UGI Energy Services will assume the existing sales and supply agreements for approximately 1,000 commercial and industrial customers located primarily in New York, Pennsylvania, Ohio, and New Jersey, bringing its total to 5,000 on 31 natural gas distribution systems in those states and Maryland, Virginia and Delaware. Virtually all of the TXU Energy employees associated with the customer accounts will join UGI Energy Services. The UGI marketing unit does business as GASMARK and POWERMARK.
UGI said the acquisition is expected to increase GASMARK sales volume by over 60% to approximately 140 Bcf, making it one of the region’s largest energy marketing companies.
“This transaction is our largest energy marketing acquisition to date,” said Lon R. Greenberg, chairman and CEO of UGI. “It not only improves customer density in our common marketing areas, but it expands our footprint in the Mid-Atlantic region. Both companies have a reputation for high levels of customer service and are committed to a smooth transition for the TXU Energy customers. We welcome the addition of the high quality employees that built the TXU Energy business into the regional player that it is today.”

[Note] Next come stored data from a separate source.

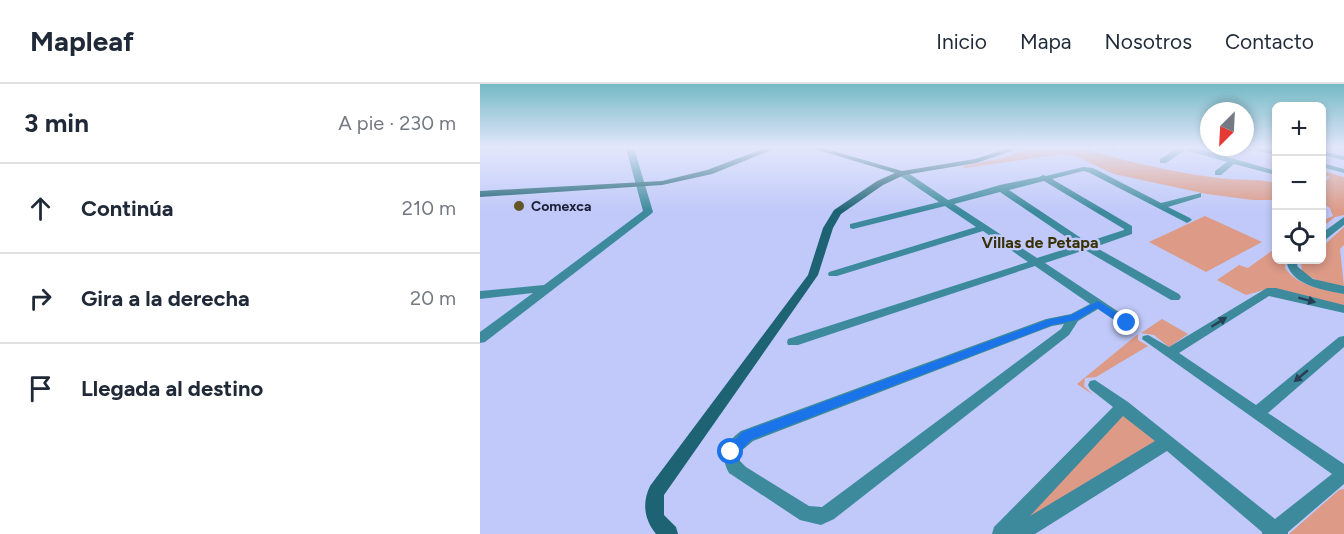 <!DOCTYPE html>
<html lang="es">
<head>
<meta charset="utf-8">
<style>
  :root { --surface:#fff; --page:#f2f2f3; --text:#1f2937; --muted:#747a83; --line:#e0e1e3 }
  body { margin:0; font-family:Figtree,sans-serif; background:var(--page); color:var(--text) }
  .controls { position:absolute; right:18px; top:18px; display:grid; overflow:hidden; border-radius:9px; box-shadow:0 3px 9px #0003 }
  .controls button { width:54px; height:54px; display:grid; place-items:center; padding:0; border:0; border-bottom:2px solid var(--line); background:var(--surface); color:var(--text); font:30px sans-serif }
  .compass { position:absolute; left:720px; top:18px; width:54px; height:54px; border-radius:50%; background:var(--surface); box-shadow:0 3px 9px #0003; rotate:204deg }
  .stop { position:absolute; width:18px; height:18px; margin:-14px; border:4px solid #1a73e8; border-radius:50%; background:#fff }
  .stop.end { background:#1a73e8; border-color:#fff; box-shadow:0 2px 6px #0008 }
  .list { margin:0; padding:0; list-style:none }
  h2 { display:flex; justify-content:space-between; align-items:center; height:78px; margin:0; padding:0 24px; font-size:26px }
  h2 small { font-size:20px; font-weight:400; color:var(--muted) }
  .list li { display:grid; grid-template-columns:39px 1fr auto; gap:18px; align-items:center; box-sizing:border-box; height:90px; padding:0 24px; border-top:2px solid var(--line) }
  .list b { display:block; font-size:22px; white-space:nowrap }
  .list em { font-size:20px; font-style:normal; color:var(--muted) }
  .icon { flex:none; width:33px; height:33px; fill:none; stroke:currentColor; stroke-width:2; stroke-linecap:round; stroke-linejoin:round }
  .map { position:relative; flex:none; width:864px; height:450px; overflow:hidden }
  header { display:flex; align-items:center; gap:36px; box-sizing:border-box; height:84px; padding:0 30px; background:var(--surface); border-bottom:2px solid var(--line) }
  header strong { font-size:28px }
  nav { display:flex; gap:33px; margin-inline-start:auto; font-size:21px }
  main { display:flex }
  aside { flex:1; background:var(--surface) }
  .map>svg:first-child { display:block }
  .green { fill:#dc9a87 }
  .lines { fill:none; stroke-linecap:round; stroke-linejoin:round }
  .street { fill:#3e8a9d; fill-rule:evenodd }
  .secondary { fill:#1d6373; fill-rule:evenodd }
  .oneway { fill:#263f54 }
  .route { fill:#1a73e8 }
  .poi-dot { fill:#625724; stroke:#c0c9f9; stroke-width:2 }
  .labels { text-anchor:middle; dominant-baseline:central; stroke-width:5; stroke-linejoin:round; paint-order:stroke }
  .far-poi-label { font-size:14px; font-weight:bold; fill:#1c1f35; stroke:#c0c9f9; text-anchor:start }
  .neighbourhood-label { font-size:16px; font-weight:bold; fill:#382f03; stroke:#c0c9f9 }
</style>
</head>
<body>
<header>
<strong>Mapleaf</strong>
<nav><a>Inicio</a><a>Mapa</a><a>Nosotros</a><a>Contacto</a></nav>
</header>
<main>
<aside>
<h2>3 min<small>A pie · 230 m</small></h2>
<ul class="list">
<li><svg class="icon" aria-label="ahead" viewBox="0 0 24 24"><path d="M12 20V5M6 11l6-6 6 6"/></svg><div><b>Continúa</b></div><em>210 m</em></li>
<li><svg class="icon" aria-label="right" viewBox="0 0 24 24"><path d="M7 20v-9h11M14 6l5 5-5 5"/></svg><div><b>Gira a la derecha</b></div><em>20 m</em></li>
<li><svg class="icon" aria-label="arrive" viewBox="0 0 24 24"><path d="M6 21V4h12l-3 4 3 4H6"/></svg><div><b>Llegada al destino</b></div></li>
</ul>
</aside>
<div class="map">
<svg width="864" height="450" viewBox="0 0 864 450">
  <rect width="100%" height="100%" fill="#c0c9f9"/>
  <g class="green">
    <path d="M550,64H609L611,67C653,79 694,88 737,94C758,97 776,94 796,99V116H773L727,110L634,90L595,72L583,70L485,84L483,82L523,74Z"/>
    <path d="M842,87L864,93V131L855,133L842,143V137L853,132L850,124L842,119V100L850,93L842,90Z"/>
    <path d="M725,132L782,158L726,188L669,158Z"/>
    <path d="M864,143V161L860,165L864,202C848,200 835,198 822,187L821,180L827,176H842V163Z"/>
    <path d="M793,166L796,167V176H806L805,184C818,203 844,205 864,210V222L791,204L766,211L737,196L759,181L768,184Z"/>
    <path d="M682,235L708,250L689,263L674,251L661,249Z"/>
    <path d="M658,250V256L668,262L616,293L605,294L604,302L612,310L597,300Z"/>
    <path d="M643,322L688,358L521,450Z"/>
    <path d="M864,405V450H809L859,406Z"/>
  </g>
  <g class="lines">
    <g class="street">
      <path d="M146,64H154L173,128L171,130L5,258L0,259V248L53,209L0,215V207L64,201L163,127Z"/>
      <path d="M630,64H638V65L634,67Z"/>
      <path d="M698,64H716L796,87V91L754,80L741,91H735V87L747,78L705,66L686,79H680V75Z"/>
      <path d="M775,64L796,67V71L775,66Z"/>
      <path d="M842,67L864,72V76L842,71Z"/>
      <path d="M842,79L864,85V89L842,83Z"/>
      <path d="M603,83L613,84L681,119L721,109V113L688,123L710,134L712,136L707,139L608,88L603,87L572,95L652,142V150L615,163L699,210L701,213L699,216H691L605,166L565,179L651,236L653,239L651,242H643L618,225L598,237L589,251L354,435L341,441L320,436L249,389C239,372 246,358 261,347L566,235L591,230L610,220L555,182L318,261H308L307,258L308,255L548,178L503,147L357,192H349L348,190L349,188L496,143L465,122L373,145L370,144V140L459,118L419,91V87H425L468,116L520,101L559,93L563,91L566,92ZM564,97L644,145V146L607,158L529,106ZM520,108L598,161L557,174L474,120ZM584,240L581,245L342,423L329,422L266,383L260,377V368L273,357L572,242Z"/>
      <path d="M864,133V141L845,156L842,157V149Z"/>
      <path d="M811,176H821L817,181L818,183L833,195L864,202V210C844,206 813,202 807,180Z"/>
      <path d="M787,204H796L864,221V229L789,212L699,269L776,321L859,253L864,252V263L788,329L864,380V400L808,448V450H782V448L687,367L555,450H512L514,443L633,323L610,305L608,301L610,297L615,296L648,318L795,435L852,390L662,255L663,252L668,251L689,263ZM643,332L675,357L550,432Z"/>
    </g>
    <g class="secondary">
      <path d="M285,64H296L232,90L182,101L0,113V107L182,97L227,86Z"/>
      <path d="M331,64H343L422,87L495,75L529,64H541L496,79L424,91L403,101L361,130L353,144L338,191L184,411V431L196,443L198,450H176C164,435 162,419 170,402L328,191L343,144L354,126L397,97L415,89Z"/>
    </g>
  </g>
  <defs><path id="oneway-solid" d="M-6-.8H1V-3.2L6.5 0L1 3.2V.8H-6Z" transform="scale(1.5)"/></defs>
  <g class="oneway">
    <use href="#oneway-solid" transform="translate(827 216) rotate(15)"/>
    <use href="#oneway-solid" transform="translate(739 238) rotate(-32)"/>
    <use href="#oneway-solid" transform="translate(821 292) rotate(140)"/>
  </g>
  <linearGradient id="sky" x2="0" y2="1"><stop stop-color="#75bac5"/><stop offset="0.5" stop-color="#e3e7fc"/><stop offset="1" stop-color="#e3e7fc" stop-opacity="0"/></linearGradient>
  <rect width="864" height="127" fill="url(#sky)"/>
  <path class="route" d="M618,217L650,237V242H643L617,224L597,236L572,241L271,356L256,372L251,374L245,368L262,348L567,236L591,231Z"/>
  <circle class="poi-dot" cx="39" cy="122" r="6"/>
  <g class="labels">
    <g class="far-poi-label">
      <text x="51" y="122">Comexca</text>
    </g>
    <g class="neighbourhood-label">
      <text x="560" y="158">Villas de Petapa</text>
    </g>
  </g>
</svg>
<div class="controls">
<button>+</button>
<button>−</button>
<button><svg class="icon" aria-label="locate" viewBox="0 0 24 24"><circle cx="12" cy="12" r="6"/><path d="M12 2v4M12 18v4M2 12h4M18 12h4"/></svg></button>
</div>
<svg class="compass" viewBox="-18 -18 36 36"><path d="M0-13l5 13h-10z" fill="#e53935"/><path d="M0 13l5-13h-10z" fill="#747a83"/></svg>
<div class="stop" style="left:251px;top:368px"></div>
<div class="stop end" style="left:647px;top:239px"></div>
</div>
</main>
</body>
</html>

The transaction follows similar but smaller acquisitions by UGI over the past three years that included all or portions of the energy marketing businesses of Columbia Energy, Conectiv, and PG Energy in the same region. “We have focused our energy marketing business on commercial and industrial natural gas customers in regions that permit us to capitalize on our existing network of assets and intellectual capital,” concluded Greenberg.
Results of the TXU Energy acquisition are expected to be modestly accretive to earnings in the first full year of operation.
TXU Corp. has been paring assets and operations since it took a large loss with the collapse of its European marketing operations late last year. The company has said it will exit its business marketing to large commercial and industrial customers in other parts of the U.S. and focus on its core operations in Texas. It has offices similar, but smaller than the one in the Northeast, serving those customers in the Midwest and West.